- [YOUR TASK] Repeat the data exactly, so that every line matches the original.

***** ENTRIES SHOWN

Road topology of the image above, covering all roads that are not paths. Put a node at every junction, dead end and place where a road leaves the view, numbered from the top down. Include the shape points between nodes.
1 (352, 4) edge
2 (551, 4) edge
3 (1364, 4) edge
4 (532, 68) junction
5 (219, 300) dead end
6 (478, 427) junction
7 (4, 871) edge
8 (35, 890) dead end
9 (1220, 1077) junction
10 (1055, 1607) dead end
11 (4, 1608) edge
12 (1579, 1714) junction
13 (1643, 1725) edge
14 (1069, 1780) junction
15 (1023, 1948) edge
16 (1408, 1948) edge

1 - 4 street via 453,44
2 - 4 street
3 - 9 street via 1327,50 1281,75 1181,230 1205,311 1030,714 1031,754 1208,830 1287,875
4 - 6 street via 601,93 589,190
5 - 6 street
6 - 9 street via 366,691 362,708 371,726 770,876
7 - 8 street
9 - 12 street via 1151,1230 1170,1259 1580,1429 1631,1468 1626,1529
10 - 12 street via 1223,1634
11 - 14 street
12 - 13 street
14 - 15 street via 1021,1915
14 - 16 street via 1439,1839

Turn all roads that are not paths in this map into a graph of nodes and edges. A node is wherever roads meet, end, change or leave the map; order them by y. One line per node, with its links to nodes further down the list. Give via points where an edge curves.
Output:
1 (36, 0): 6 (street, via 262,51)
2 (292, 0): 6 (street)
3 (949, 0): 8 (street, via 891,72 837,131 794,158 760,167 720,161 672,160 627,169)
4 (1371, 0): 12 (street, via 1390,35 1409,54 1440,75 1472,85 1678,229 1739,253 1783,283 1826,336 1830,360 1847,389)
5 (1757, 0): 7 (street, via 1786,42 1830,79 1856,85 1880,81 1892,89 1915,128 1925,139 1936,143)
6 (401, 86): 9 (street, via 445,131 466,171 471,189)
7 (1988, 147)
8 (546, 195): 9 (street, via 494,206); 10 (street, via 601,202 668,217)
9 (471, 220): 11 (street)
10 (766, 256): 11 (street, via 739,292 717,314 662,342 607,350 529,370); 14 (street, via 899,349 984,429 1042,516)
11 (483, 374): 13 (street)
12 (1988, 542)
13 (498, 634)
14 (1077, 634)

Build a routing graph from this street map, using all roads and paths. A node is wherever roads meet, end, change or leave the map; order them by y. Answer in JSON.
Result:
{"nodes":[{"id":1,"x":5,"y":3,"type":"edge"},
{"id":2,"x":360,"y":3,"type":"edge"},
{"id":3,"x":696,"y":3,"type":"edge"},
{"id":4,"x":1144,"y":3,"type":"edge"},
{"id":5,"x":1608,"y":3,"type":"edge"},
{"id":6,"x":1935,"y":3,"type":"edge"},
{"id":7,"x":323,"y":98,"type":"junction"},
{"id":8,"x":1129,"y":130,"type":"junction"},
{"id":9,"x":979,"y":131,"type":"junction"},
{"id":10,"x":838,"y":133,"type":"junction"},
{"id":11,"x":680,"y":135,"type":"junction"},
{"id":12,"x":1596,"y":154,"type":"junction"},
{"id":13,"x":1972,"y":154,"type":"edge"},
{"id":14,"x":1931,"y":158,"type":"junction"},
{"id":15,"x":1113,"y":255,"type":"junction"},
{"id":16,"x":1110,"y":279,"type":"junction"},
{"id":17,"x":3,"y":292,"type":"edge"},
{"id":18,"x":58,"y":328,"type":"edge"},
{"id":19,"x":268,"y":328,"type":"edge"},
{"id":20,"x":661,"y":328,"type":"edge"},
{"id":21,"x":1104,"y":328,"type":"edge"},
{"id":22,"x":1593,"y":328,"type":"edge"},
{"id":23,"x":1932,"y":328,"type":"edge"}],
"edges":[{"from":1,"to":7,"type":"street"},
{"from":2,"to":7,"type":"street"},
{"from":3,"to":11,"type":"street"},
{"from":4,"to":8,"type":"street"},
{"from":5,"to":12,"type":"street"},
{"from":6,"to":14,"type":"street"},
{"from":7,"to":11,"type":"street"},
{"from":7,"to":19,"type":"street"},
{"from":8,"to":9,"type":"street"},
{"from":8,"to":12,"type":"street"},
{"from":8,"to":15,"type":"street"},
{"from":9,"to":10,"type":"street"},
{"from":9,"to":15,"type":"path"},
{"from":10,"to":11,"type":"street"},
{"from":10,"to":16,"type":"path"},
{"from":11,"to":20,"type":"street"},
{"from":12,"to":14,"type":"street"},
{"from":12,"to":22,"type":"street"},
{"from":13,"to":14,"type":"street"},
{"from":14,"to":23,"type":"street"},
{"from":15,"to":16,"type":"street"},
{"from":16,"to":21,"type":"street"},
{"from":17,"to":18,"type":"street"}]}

**********

- [RESULT FOR THIS TASK]
Road topology of the image above, covering all roads that are not paths. Put a node at every junction, dead end and place where a road leaves the view, numbered from the top down. Include the shape points between nodes.
1 (352, 4) edge
2 (551, 4) edge
3 (1364, 4) edge
4 (532, 68) junction
5 (219, 300) dead end
6 (478, 427) junction
7 (4, 871) edge
8 (35, 890) dead end
9 (1220, 1077) junction
10 (1055, 1607) dead end
11 (4, 1608) edge
12 (1579, 1714) junction
13 (1643, 1725) edge
14 (1069, 1780) junction
15 (1023, 1948) edge
16 (1408, 1948) edge

1 - 4 street via 453,44
2 - 4 street
3 - 9 street via 1327,50 1281,75 1181,230 1205,311 1030,714 1031,754 1208,830 1287,875
4 - 6 street via 601,93 589,190
5 - 6 street
6 - 9 street via 366,691 362,708 371,726 770,876
7 - 8 street
9 - 12 street via 1151,1230 1170,1259 1580,1429 1631,1468 1626,1529
10 - 12 street via 1223,1634
11 - 14 street
12 - 13 street
14 - 15 street via 1021,1915
14 - 16 street via 1439,1839

Turn all roads that are not paths in this map into a graph of nodes and edges. A node is wherever roads meet, end, change or leave the map; order them by y. One line per node, with its links to nodes further down the list. Give via points where an edge curves.
Output:
1 (36, 0): 6 (street, via 262,51)
2 (292, 0): 6 (street)
3 (949, 0): 8 (street, via 891,72 837,131 794,158 760,167 720,161 672,160 627,169)
4 (1371, 0): 12 (street, via 1390,35 1409,54 1440,75 1472,85 1678,229 1739,253 1783,283 1826,336 1830,360 1847,389)
5 (1757, 0): 7 (street, via 1786,42 1830,79 1856,85 1880,81 1892,89 1915,128 1925,139 1936,143)
6 (401, 86): 9 (street, via 445,131 466,171 471,189)
7 (1988, 147)
8 (546, 195): 9 (street, via 494,206); 10 (street, via 601,202 668,217)
9 (471, 220): 11 (street)
10 (766, 256): 11 (street, via 739,292 717,314 662,342 607,350 529,370); 14 (street, via 899,349 984,429 1042,516)
11 (483, 374): 13 (street)
12 (1988, 542)
13 (498, 634)
14 (1077, 634)

Build a routing graph from this street map, using all roads and paths. A node is wherever roads meet, end, change or leave the map; order them by y. Answer in JSON.
Result:
{"nodes":[{"id":1,"x":5,"y":3,"type":"edge"},
{"id":2,"x":360,"y":3,"type":"edge"},
{"id":3,"x":696,"y":3,"type":"edge"},
{"id":4,"x":1144,"y":3,"type":"edge"},
{"id":5,"x":1608,"y":3,"type":"edge"},
{"id":6,"x":1935,"y":3,"type":"edge"},
{"id":7,"x":323,"y":98,"type":"junction"},
{"id":8,"x":1129,"y":130,"type":"junction"},
{"id":9,"x":979,"y":131,"type":"junction"},
{"id":10,"x":838,"y":133,"type":"junction"},
{"id":11,"x":680,"y":135,"type":"junction"},
{"id":12,"x":1596,"y":154,"type":"junction"},
{"id":13,"x":1972,"y":154,"type":"edge"},
{"id":14,"x":1931,"y":158,"type":"junction"},
{"id":15,"x":1113,"y":255,"type":"junction"},
{"id":16,"x":1110,"y":279,"type":"junction"},
{"id":17,"x":3,"y":292,"type":"edge"},
{"id":18,"x":58,"y":328,"type":"edge"},
{"id":19,"x":268,"y":328,"type":"edge"},
{"id":20,"x":661,"y":328,"type":"edge"},
{"id":21,"x":1104,"y":328,"type":"edge"},
{"id":22,"x":1593,"y":328,"type":"edge"},
{"id":23,"x":1932,"y":328,"type":"edge"}],
"edges":[{"from":1,"to":7,"type":"street"},
{"from":2,"to":7,"type":"street"},
{"from":3,"to":11,"type":"street"},
{"from":4,"to":8,"type":"street"},
{"from":5,"to":12,"type":"street"},
{"from":6,"to":14,"type":"street"},
{"from":7,"to":11,"type":"street"},
{"from":7,"to":19,"type":"street"},
{"from":8,"to":9,"type":"street"},
{"from":8,"to":12,"type":"street"},
{"from":8,"to":15,"type":"street"},
{"from":9,"to":10,"type":"street"},
{"from":9,"to":15,"type":"path"},
{"from":10,"to":11,"type":"street"},
{"from":10,"to":16,"type":"path"},
{"from":11,"to":20,"type":"street"},
{"from":12,"to":14,"type":"street"},
{"from":12,"to":22,"type":"street"},
{"from":13,"to":14,"type":"street"},
{"from":14,"to":23,"type":"street"},
{"from":15,"to":16,"type":"street"},
{"from":16,"to":21,"type":"street"},
{"from":17,"to":18,"type":"street"}]}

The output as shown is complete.